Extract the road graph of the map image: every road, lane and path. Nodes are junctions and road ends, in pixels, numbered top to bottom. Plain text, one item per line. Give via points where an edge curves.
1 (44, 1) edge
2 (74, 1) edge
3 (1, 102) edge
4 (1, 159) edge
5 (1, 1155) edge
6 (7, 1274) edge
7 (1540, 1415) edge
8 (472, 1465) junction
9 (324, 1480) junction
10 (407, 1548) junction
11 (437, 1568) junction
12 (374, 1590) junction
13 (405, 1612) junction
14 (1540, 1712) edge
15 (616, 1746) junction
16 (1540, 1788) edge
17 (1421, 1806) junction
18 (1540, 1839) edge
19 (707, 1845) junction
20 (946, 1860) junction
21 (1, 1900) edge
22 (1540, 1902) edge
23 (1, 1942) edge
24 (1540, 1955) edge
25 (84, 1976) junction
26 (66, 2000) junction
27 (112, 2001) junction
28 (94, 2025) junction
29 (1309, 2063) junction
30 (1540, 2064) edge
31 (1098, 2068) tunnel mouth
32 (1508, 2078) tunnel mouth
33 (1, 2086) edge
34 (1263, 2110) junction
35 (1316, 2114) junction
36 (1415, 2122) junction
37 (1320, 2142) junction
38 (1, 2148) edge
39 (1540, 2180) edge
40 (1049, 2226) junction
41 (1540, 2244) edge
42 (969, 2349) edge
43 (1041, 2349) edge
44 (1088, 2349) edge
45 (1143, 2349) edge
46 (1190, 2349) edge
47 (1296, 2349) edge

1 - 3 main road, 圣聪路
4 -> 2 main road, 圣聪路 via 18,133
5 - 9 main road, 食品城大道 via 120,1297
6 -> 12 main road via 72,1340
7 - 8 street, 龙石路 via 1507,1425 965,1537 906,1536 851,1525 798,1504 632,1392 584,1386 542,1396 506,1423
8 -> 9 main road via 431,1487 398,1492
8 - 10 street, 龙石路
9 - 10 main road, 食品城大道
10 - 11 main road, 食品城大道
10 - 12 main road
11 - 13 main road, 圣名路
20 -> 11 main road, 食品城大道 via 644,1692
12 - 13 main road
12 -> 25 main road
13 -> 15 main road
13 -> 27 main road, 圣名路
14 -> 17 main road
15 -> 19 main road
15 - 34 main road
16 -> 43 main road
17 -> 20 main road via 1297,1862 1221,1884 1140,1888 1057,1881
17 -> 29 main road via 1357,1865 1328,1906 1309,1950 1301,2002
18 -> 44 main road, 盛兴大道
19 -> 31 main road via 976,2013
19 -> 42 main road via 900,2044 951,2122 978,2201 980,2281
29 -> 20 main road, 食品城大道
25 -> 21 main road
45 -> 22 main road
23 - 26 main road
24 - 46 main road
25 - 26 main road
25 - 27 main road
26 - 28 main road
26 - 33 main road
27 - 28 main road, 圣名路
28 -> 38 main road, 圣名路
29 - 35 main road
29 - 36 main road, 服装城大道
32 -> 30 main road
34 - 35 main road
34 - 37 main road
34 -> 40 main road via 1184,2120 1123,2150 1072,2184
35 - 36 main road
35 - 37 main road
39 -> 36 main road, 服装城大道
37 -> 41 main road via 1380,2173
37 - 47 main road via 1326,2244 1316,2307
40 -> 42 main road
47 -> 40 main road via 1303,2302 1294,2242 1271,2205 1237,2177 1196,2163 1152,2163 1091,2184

* * *

* [Problem requirements]:
Every line containing the string "服装城大道" should be pulled from the listing and copied.

* [Response]:
29 - 36 main road, 服装城大道
39 -> 36 main road, 服装城大道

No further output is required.